Her response to my email was disappointing but not completely unexpected. In the oodles and oodles of photographs that I have been scanning, I found three 8 ½ by 11 black and white wedding photographs. It was not my parents wedding or anyone else in the family. Candidly, my family has a history of eloping so I was pretty certain these must have been friends of the family. My father was part of the wedding party and in one picture my mother is sitting in a pew. I had hoped my Aunt would have some answers. Unfortunately, she didn’t know either one of the two brides or bridegrooms in the photo or the dozen or so in attendance kneeling before the brides. It was a fancy wedding!
Of course, since my mom’s passing, there is no one to answer my questions. That is not to say mom was forthcoming with a lot of information before she died. She never was one to talk about her family or her life before she met my dad. But in retrospect I have come to understand that her lack of answers in the last few years of her life had more to do with the dementia that was overtaking her than her unwillingness to fill in the blanks. She would bark, “I don’t know why you want to talk about that” and we would all back off.
I am a political scientist/historian at heart so I want the facts- documented and correct. My brother on the other hand never let’s a fact get in the way of a good story. He just fills in the blanks to his satisfaction. I know he is less stressed than I am about getting the “right” answer. I have learned from others that what I am experiencing is not uncommon. It seems that questions bubble up after the death of a parent or even a spouse. The questions can be as mundane as “What happened to the little Christmas houses that we had as kids?” to the serious, “Is there any history of autism in the family?” to the scandalous, “Who is that women in these pictures of Granddaddy”? But all the questions go unanswered now.
My Aunt Carolyn shared with me that she had numerous questions for her parents after their death that went unanswered. So she is keeping an ever-expanding letter that answers questions she thinks her daughters may have after she is gone. I know that there will be questions that will go unanswered but my Aunt Carolyn’s time is well spent. Her daughters will appreciate her thoughtfulness.

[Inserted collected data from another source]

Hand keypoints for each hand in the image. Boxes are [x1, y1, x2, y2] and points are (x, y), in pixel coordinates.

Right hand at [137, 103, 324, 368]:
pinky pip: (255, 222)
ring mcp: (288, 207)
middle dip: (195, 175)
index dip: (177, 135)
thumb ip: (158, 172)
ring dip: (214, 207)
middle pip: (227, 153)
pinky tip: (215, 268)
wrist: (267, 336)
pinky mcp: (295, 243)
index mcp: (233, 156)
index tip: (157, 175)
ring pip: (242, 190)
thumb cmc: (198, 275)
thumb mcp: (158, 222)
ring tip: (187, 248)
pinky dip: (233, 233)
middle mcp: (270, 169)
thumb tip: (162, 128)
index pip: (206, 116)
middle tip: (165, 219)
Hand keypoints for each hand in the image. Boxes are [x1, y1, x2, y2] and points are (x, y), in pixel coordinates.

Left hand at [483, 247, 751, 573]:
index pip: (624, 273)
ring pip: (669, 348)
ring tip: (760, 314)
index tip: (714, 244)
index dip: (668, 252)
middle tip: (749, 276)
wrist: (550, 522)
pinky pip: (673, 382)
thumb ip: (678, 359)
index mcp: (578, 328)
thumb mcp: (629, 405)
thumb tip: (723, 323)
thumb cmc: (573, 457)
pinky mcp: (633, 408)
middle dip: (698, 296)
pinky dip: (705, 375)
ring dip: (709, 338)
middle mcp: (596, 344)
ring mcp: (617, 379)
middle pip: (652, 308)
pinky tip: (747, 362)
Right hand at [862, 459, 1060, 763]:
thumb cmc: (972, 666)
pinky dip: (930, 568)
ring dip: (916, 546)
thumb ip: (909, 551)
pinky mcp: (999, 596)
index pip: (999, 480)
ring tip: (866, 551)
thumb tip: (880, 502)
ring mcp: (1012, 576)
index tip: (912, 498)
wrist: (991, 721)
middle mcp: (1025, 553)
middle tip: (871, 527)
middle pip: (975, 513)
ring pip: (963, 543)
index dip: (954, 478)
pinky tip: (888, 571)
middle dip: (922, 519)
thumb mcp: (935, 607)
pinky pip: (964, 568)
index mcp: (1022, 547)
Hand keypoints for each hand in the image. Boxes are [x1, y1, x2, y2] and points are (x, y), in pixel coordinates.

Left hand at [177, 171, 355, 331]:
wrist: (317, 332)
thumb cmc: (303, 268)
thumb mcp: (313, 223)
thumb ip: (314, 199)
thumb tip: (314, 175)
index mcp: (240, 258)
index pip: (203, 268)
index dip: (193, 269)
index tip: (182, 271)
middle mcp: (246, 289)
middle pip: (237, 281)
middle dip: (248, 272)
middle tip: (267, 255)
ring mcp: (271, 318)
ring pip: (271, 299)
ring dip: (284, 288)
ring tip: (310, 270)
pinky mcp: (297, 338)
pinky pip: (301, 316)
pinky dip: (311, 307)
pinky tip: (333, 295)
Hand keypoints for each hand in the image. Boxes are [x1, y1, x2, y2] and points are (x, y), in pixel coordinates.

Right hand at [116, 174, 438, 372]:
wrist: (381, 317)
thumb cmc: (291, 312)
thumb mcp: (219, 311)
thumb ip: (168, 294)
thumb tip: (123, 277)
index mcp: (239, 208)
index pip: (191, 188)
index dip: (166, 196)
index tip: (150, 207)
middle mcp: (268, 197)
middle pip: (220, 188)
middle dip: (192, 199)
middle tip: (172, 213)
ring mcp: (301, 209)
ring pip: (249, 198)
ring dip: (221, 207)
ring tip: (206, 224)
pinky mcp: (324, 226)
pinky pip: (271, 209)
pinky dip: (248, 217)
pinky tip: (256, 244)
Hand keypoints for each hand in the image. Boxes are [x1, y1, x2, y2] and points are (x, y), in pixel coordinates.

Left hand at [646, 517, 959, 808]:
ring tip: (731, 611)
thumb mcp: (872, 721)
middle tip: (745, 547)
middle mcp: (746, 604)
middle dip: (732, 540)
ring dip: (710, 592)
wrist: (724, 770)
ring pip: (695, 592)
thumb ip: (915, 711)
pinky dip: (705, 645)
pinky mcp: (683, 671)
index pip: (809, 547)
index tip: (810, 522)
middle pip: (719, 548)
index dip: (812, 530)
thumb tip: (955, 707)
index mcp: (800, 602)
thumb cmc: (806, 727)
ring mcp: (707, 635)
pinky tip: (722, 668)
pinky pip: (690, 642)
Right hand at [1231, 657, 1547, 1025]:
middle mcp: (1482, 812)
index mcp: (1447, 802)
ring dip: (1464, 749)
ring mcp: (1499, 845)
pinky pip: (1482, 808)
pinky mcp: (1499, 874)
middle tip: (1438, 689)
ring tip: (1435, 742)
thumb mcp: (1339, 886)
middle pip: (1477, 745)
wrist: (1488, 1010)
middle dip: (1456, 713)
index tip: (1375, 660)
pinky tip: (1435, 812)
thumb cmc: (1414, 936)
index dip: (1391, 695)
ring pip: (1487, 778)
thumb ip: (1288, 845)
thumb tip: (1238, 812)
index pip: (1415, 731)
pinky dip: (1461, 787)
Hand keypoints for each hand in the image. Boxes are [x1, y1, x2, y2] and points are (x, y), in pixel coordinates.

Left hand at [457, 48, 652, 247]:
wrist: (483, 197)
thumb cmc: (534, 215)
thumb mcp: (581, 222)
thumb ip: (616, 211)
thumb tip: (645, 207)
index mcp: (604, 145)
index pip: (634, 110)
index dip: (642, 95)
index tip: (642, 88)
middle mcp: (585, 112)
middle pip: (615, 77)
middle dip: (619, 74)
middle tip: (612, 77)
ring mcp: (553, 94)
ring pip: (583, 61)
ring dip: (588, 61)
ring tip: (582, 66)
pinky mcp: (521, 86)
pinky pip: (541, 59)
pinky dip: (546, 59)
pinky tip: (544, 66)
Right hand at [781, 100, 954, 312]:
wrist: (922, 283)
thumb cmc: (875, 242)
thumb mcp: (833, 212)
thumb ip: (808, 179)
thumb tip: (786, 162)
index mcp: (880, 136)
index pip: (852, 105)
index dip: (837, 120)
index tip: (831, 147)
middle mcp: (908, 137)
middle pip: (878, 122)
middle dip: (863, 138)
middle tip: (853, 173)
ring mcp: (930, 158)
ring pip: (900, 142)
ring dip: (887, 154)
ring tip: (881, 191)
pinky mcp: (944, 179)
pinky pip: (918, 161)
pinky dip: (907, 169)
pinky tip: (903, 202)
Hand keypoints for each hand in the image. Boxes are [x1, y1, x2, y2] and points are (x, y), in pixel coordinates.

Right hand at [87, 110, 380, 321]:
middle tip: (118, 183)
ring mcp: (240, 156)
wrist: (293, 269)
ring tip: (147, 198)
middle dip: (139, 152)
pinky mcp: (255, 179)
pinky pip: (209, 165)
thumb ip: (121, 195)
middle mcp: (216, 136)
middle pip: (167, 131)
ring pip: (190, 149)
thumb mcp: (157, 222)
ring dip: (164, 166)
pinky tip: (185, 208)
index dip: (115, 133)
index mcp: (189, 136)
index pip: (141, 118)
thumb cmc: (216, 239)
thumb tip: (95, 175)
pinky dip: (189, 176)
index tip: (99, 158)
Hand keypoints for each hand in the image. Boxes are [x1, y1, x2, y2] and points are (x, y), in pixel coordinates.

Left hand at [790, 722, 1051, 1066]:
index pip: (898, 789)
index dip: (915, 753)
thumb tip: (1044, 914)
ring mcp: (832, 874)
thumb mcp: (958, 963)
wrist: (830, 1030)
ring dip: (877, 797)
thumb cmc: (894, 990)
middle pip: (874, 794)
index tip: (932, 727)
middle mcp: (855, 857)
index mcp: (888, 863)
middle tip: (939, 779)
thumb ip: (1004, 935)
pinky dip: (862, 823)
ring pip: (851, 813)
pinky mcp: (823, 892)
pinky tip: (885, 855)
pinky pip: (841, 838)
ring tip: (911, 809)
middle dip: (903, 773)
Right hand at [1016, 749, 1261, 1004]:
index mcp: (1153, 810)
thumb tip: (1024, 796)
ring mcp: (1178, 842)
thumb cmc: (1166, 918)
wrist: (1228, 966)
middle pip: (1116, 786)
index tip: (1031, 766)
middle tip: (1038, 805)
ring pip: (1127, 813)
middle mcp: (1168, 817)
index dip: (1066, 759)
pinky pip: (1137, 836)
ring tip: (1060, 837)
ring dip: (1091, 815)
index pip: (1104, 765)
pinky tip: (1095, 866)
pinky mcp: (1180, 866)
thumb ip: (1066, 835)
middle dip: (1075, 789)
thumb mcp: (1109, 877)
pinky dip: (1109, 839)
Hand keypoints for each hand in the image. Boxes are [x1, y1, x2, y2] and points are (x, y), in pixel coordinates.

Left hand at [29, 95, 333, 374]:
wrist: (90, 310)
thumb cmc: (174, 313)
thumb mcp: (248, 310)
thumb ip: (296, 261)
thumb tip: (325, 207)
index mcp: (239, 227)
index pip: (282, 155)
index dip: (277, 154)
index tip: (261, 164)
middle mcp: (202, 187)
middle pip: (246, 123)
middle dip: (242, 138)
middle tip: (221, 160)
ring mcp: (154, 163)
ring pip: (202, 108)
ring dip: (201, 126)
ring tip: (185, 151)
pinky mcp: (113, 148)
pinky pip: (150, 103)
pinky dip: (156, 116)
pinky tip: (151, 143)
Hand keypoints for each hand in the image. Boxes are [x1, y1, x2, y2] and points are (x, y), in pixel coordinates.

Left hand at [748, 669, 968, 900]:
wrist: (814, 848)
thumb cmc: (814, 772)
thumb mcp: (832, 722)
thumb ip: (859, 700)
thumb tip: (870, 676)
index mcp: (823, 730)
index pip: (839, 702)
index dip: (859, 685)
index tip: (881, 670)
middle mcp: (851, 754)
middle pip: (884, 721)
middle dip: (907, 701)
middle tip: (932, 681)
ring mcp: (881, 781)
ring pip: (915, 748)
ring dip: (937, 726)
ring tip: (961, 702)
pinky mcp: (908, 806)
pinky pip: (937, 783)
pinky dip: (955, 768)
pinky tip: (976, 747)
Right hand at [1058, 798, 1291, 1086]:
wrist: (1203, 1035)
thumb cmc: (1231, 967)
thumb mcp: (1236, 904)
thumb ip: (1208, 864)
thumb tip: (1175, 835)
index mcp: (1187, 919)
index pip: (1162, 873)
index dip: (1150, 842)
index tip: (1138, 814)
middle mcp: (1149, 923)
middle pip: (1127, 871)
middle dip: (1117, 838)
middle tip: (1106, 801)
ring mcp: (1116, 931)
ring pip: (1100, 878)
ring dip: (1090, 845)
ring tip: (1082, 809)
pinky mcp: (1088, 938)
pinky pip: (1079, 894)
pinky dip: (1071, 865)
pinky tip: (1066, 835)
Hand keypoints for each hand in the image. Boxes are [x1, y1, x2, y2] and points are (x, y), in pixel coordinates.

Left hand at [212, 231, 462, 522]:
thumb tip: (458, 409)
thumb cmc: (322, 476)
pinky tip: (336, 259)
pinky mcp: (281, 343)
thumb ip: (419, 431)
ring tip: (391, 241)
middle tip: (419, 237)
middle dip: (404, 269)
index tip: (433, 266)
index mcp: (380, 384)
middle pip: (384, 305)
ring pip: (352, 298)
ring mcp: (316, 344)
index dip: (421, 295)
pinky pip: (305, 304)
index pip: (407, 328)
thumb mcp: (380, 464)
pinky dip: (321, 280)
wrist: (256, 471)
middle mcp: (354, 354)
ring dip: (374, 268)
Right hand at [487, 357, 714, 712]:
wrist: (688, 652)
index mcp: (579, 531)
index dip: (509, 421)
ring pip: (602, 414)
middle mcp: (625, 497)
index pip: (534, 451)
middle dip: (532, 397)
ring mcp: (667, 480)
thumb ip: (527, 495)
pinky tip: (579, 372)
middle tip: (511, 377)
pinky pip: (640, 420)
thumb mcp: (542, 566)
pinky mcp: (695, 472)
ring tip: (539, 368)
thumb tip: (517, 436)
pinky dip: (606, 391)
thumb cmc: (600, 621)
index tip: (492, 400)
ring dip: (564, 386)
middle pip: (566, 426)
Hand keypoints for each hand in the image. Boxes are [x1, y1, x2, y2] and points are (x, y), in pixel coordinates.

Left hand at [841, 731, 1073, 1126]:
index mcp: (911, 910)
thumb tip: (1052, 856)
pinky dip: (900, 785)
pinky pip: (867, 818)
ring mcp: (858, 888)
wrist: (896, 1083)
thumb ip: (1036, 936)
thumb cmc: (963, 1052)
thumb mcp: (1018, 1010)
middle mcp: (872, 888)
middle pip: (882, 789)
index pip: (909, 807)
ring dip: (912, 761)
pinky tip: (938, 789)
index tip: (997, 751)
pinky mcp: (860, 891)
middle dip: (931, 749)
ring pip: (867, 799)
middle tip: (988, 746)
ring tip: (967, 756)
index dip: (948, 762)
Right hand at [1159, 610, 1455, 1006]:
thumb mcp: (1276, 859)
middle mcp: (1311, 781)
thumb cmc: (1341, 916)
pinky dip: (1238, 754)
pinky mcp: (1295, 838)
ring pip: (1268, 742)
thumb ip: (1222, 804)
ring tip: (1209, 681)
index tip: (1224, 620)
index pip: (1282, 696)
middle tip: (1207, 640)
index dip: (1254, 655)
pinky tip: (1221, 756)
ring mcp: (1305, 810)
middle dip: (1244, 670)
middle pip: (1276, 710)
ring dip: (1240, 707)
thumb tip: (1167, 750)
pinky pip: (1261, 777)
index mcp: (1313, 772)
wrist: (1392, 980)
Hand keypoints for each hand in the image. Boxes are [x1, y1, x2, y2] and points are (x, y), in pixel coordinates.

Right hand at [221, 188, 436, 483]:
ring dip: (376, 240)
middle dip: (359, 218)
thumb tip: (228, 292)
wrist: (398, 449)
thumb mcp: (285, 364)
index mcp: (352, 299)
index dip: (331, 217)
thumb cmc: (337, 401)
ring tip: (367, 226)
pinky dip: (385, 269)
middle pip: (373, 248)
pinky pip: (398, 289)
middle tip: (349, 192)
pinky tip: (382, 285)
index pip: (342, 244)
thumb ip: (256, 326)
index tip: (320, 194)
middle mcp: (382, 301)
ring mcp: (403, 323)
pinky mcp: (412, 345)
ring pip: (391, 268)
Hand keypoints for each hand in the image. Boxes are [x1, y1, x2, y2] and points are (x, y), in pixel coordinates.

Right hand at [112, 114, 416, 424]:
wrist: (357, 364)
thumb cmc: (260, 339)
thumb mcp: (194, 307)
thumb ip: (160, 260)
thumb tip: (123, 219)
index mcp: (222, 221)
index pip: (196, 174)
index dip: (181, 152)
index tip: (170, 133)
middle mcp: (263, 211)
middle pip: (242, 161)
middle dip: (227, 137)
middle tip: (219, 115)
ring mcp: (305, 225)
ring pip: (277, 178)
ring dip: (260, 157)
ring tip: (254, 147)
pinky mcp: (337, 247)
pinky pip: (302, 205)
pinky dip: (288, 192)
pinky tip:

I would love to read her letter today and it has made me think. I cannot spend my time documenting my past; I want to live in the present. But I want to be thoughtful of my children and grandchildren. I was a hospice volunteer for many years and they have a document called The Time of My Life. It has hundreds of questions that start with “Did you know either of your Grandfathers” and ends with “Is there something you always wanted people to know about you”? It is a wonderful tool for sharing personal and family history particularly with children.
I am reminded of the play Our Town by Thornton Wilder. The play is popular with high school theater directors and seems to be performed continually. I assume that is because the performance rights are cheap and the main characters are young people. I also think the concepts are well beyond most high schoolers. Emily, the main character, comes back from the grave where she pleads with her mother to “look at me one minute as though you really saw me”. What she asks is impossible but a longing that all of us feel once those we love are gone. We want just one more minute to fill in the blanks. Today is the day to take just one minute to really look at the people you love.